The Chloe Center for the Critical Study of Racism, Immigration, and Colonialism is an interdisciplinary forum focusing on the intersections of empire, migration, and racial hierarchy. To explore these issues, the Center hosts workshops and symposia, facilitates student publications, and offers research grants. The center is also home to the Critical Diaspora Studies major. The Chloe Center supports reparative freedom education among students, faculty, and staff on campus and across Baltimore.
“Research. Education. Reparation.” These three words continue to guide the Chloe Center for the Critical Study of Racism, Immigration, and Colonialism.
Critical Diaspora Studies (CDS)
In 2021, the Program in Racism, Immigration, and Citizenship—the predecessor to the Chloe Center—became newly engaged with undergraduate students on campus through what became the CDS initiative and undergraduate major proposed and designed by a group of student activists. The major launched in 2025.

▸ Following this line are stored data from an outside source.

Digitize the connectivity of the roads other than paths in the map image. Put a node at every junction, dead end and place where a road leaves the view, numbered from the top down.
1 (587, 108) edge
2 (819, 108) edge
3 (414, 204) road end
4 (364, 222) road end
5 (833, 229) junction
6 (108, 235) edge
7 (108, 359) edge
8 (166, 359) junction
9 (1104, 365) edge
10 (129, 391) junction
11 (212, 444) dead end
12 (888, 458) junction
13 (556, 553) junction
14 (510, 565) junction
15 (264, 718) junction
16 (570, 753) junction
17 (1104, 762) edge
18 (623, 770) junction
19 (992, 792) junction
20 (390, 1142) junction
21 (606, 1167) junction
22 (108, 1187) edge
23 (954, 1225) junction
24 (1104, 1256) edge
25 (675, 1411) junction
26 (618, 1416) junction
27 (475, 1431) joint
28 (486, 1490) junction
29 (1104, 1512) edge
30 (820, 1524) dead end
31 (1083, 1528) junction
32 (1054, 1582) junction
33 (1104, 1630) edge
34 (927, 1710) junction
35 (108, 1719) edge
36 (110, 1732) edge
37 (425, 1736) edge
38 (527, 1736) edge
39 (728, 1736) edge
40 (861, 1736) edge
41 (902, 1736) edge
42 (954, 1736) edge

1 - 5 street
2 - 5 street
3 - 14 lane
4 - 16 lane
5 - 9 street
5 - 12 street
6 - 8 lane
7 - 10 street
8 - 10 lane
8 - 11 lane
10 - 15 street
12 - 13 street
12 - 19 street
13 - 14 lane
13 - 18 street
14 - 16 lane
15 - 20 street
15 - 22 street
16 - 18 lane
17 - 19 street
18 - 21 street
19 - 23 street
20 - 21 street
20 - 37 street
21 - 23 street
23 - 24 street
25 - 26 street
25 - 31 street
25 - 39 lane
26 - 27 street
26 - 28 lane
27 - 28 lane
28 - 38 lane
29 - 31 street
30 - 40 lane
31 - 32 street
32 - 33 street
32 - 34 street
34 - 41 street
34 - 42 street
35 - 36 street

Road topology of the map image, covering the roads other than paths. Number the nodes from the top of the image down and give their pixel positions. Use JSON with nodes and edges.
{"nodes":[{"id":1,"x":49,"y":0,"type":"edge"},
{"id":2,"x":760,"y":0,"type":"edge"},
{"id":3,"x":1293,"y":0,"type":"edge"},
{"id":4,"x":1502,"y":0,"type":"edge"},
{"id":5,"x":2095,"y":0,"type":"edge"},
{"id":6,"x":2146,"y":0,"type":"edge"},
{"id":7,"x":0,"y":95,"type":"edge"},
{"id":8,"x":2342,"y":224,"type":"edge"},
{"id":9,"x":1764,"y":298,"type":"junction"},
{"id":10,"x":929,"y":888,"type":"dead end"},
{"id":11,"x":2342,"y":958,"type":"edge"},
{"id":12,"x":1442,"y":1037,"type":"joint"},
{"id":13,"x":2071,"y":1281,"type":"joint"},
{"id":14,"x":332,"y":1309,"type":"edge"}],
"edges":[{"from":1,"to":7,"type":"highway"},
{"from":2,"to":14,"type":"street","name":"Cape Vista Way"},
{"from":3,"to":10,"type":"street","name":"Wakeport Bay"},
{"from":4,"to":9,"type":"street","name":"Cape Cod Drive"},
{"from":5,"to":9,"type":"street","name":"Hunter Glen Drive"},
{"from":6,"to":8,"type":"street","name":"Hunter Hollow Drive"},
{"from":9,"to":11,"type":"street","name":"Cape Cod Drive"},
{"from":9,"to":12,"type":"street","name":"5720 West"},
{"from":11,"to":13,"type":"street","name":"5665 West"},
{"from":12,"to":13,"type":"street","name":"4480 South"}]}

Students in the major choose among these four tracks:
- Migration and Borders
- Global Indigeneities
- Empires, Wars, & Carceralities
- Solidarities, Social Movements, & Citizenship
The major also emphasizes community-engaged research and internships with partners in Baltimore, serving as a model for bidirectional relationships between students and the city. The Chloe Center operates with a participatory and democratic principle. We are proving that college curriculum and university programming can be determined through extensive and deliberate conversation and consensus among students and faculty.
Who’s Chloe?
“I give and bequeath to my servant woman Chloe the sum of one thousand dollars.”
—The Last Will and Testament of Mr. Johns Hopkins (1873)
Chloe is the name of a servant woman named in our founder, Johns Hopkins’, last will and testament. The historical record remains unclear about Chloe’s last name. It’s listed variously as Jotsy, Dodson, or Johnson. She may have been daughter to a teenage migrant from the Virgin Islands, and she seems, at least, to have been born in Baltimore. Beyond that, historians know she lived as a Black woman and remained in the employ of Mr. Johns Hopkins between at least 1850 and his death in 1873.
In Hopkins’s available will, the woman named only “Chloe” received a bequest of $1,000. This same document set aside $7 million establishing the Johns Hopkins institutions. According to census records, Chloe never gained the ability to read or write.
The Chloe Center for the Critical Study of Racism, Immigration, and Colonialism has adopted Chloe’s name because it is a research center committed to expanding social and civic literacy, unmasking the workings of racism across the globe, understanding the complexities of Johns Hopkins University’s institutional legacies, and highlighting the connectedness within and across communities of color.
To adopt the name Chloe is to honor her, but also to recognize a tragic but fitting absence in her erased family name. The vagueness around Chloe’s possible migrant heritage and ancestry encapsulates the specificity of her personal history as a Black Baltimorean, and the general experience of working people worked to build the nations, empires, and institutions of the modern world. Chloe’s many unknowns affirm the Center’s commitment to search and research. They cement its bond to the history and responsibilities of Johns Hopkins as a global university.